TASK PROMPT: Write out each entry below exactly; the images do not belong in your copy.
□ □ □ □ □
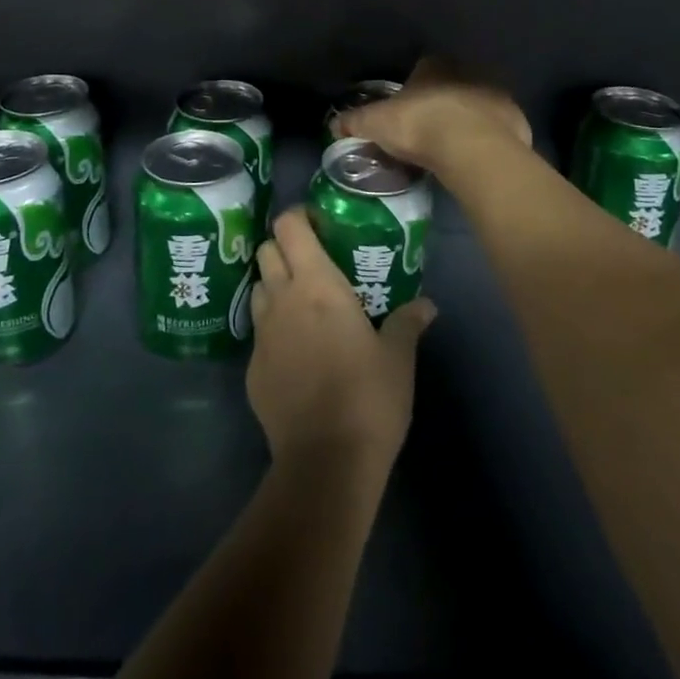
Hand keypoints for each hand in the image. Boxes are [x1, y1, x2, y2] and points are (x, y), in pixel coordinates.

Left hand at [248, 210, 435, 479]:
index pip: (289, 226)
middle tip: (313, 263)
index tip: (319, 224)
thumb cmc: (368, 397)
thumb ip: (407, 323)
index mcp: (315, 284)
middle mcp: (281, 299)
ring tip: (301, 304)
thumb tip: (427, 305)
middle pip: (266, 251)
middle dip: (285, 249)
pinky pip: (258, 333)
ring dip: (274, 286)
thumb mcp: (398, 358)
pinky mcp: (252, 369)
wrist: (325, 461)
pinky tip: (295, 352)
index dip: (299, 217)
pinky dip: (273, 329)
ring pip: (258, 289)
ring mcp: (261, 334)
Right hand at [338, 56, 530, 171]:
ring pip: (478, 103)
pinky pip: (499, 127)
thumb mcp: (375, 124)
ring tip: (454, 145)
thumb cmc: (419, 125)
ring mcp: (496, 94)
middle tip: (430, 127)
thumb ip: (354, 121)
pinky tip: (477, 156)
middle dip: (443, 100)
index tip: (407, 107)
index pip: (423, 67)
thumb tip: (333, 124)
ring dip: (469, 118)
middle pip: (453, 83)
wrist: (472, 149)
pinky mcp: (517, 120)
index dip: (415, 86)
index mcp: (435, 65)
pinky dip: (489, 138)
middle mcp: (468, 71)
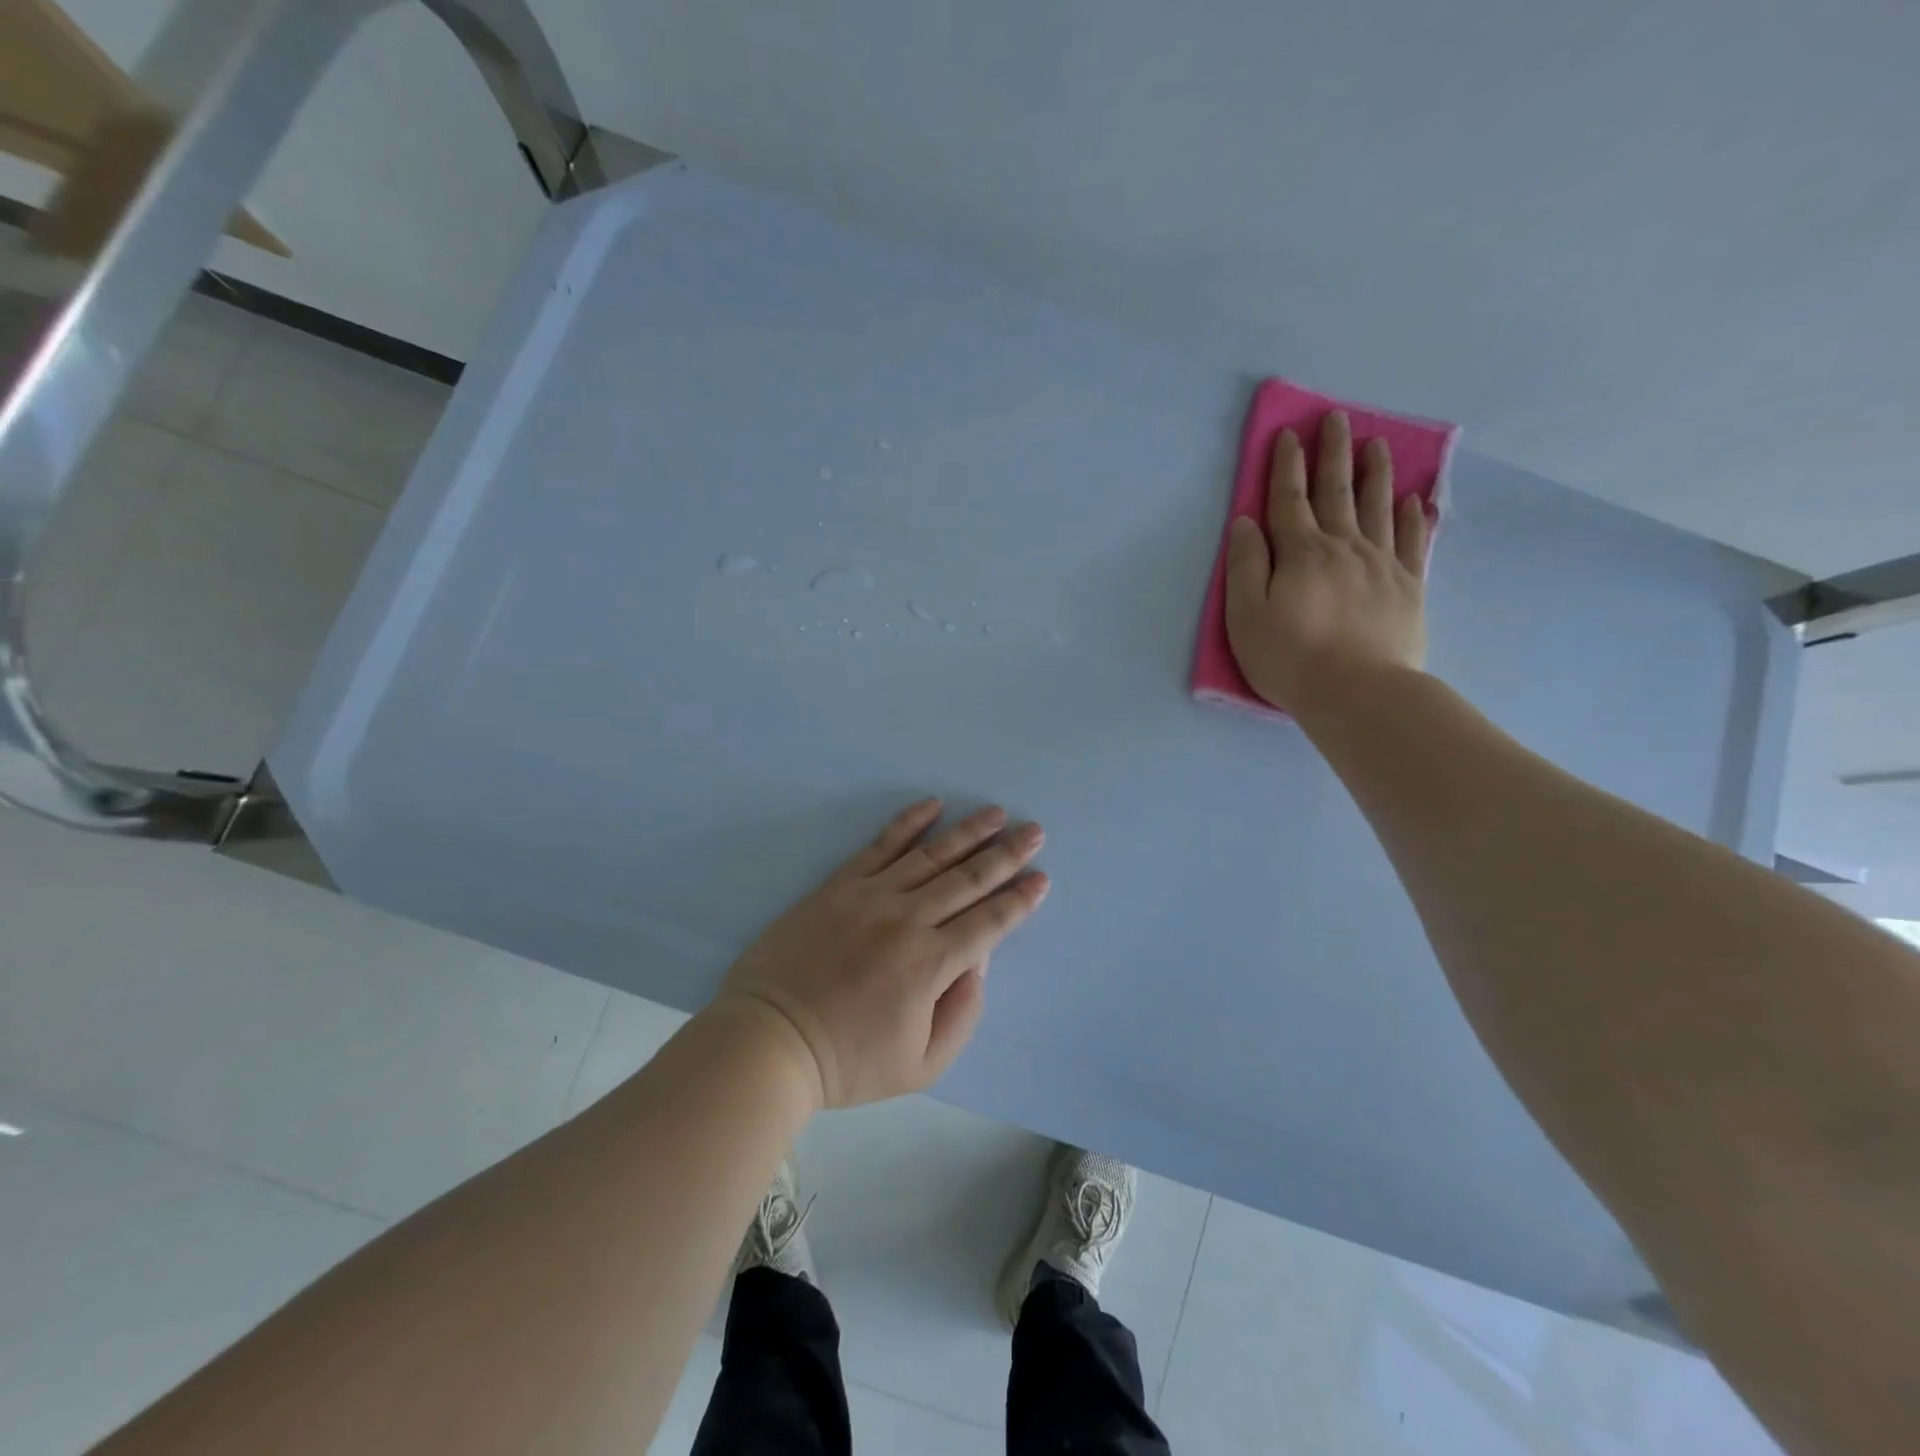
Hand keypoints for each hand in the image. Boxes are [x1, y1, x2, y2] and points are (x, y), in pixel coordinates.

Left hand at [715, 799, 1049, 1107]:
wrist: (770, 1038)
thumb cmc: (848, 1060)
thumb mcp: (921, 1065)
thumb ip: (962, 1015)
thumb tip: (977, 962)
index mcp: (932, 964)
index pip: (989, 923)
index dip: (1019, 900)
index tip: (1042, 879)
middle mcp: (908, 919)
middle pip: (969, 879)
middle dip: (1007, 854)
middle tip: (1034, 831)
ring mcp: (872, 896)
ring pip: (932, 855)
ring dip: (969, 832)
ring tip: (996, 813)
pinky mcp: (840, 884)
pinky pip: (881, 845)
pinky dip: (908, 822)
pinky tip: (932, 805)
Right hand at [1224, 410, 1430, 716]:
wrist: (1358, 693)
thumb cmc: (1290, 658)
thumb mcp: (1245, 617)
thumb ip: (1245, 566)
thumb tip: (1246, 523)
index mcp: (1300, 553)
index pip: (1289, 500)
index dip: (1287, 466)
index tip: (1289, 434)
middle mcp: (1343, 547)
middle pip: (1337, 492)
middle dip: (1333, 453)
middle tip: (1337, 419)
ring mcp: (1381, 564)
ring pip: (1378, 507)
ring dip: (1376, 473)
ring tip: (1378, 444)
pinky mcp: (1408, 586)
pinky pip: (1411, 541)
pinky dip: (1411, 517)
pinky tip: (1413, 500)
□ □ □ □ □
YOUR RESPONSE:
Hand keypoints for each hand in the image. Boxes are [x1, y1, x2, y2] and points are (x, y), in pixel coordinates.

Left hand at [248, 210, 435, 479]:
index pip: (289, 226)
middle tip: (313, 263)
index tip: (319, 224)
thumb cmc: (368, 397)
thumb ip: (407, 323)
index mcp: (315, 284)
middle mcp: (281, 299)
ring tip: (301, 304)
thumb tip: (427, 305)
middle pip: (266, 251)
middle dip: (285, 249)
pinky pip: (258, 333)
ring dip: (274, 286)
thumb mcp: (398, 358)
pinky mcp: (252, 369)
wrist: (325, 461)
pinky tip: (295, 352)
index dip: (299, 217)
pinky dip: (273, 329)
ring pip: (258, 289)
ring mcp: (261, 334)
Right hand at [338, 56, 530, 171]:
ring pip: (478, 103)
pinky pip: (499, 127)
thumb mcp: (375, 124)
ring tip: (454, 145)
thumb cmc: (419, 125)
ring mcp: (496, 94)
middle tip: (430, 127)
thumb ip: (354, 121)
pinky tip: (477, 156)
middle dip: (443, 100)
index tip: (407, 107)
index pip: (423, 67)
thumb tip: (333, 124)
ring dip: (469, 118)
middle pip: (453, 83)
wrist: (472, 149)
pinky mcp: (517, 120)
index dip: (415, 86)
index mcp: (435, 65)
pinky dip: (489, 138)
middle mcp: (468, 71)
Hand keypoints for each hand in the image. Boxes are [x1, y1, x2, y2] and points are (x, y), in pixel coordinates.

Left hand at [715, 799, 1049, 1107]:
wrist: (770, 1038)
thumb cmc: (848, 1060)
thumb mcp: (921, 1065)
thumb ip: (962, 1015)
thumb tip: (977, 962)
index mcp: (932, 964)
index pip: (989, 923)
index dip: (1019, 900)
index tip: (1042, 879)
middle mcp: (908, 919)
middle pip: (969, 879)
middle dip: (1007, 854)
middle tip: (1034, 831)
ring mcp: (872, 896)
ring pip: (932, 855)
ring dip: (969, 832)
ring tip: (996, 813)
pinky mcp: (840, 884)
pinky pip: (881, 845)
pinky dip: (908, 822)
pinky tip: (932, 805)
Right hand at [1224, 410, 1430, 716]:
wrist: (1358, 693)
thumb cmc: (1290, 658)
thumb mcp: (1245, 617)
thumb ip: (1245, 566)
thumb tip: (1246, 523)
index mcp: (1300, 553)
index pip: (1289, 500)
index dip: (1287, 466)
index tip: (1289, 434)
middle mcp: (1343, 547)
middle pip: (1337, 492)
middle dip: (1333, 453)
middle tip: (1337, 419)
ring mcp: (1381, 564)
ring pip: (1378, 507)
ring dip: (1376, 473)
ring tip: (1378, 444)
pinky mcp: (1408, 586)
pinky pip: (1411, 541)
pinky dip: (1411, 517)
pinky tip: (1413, 500)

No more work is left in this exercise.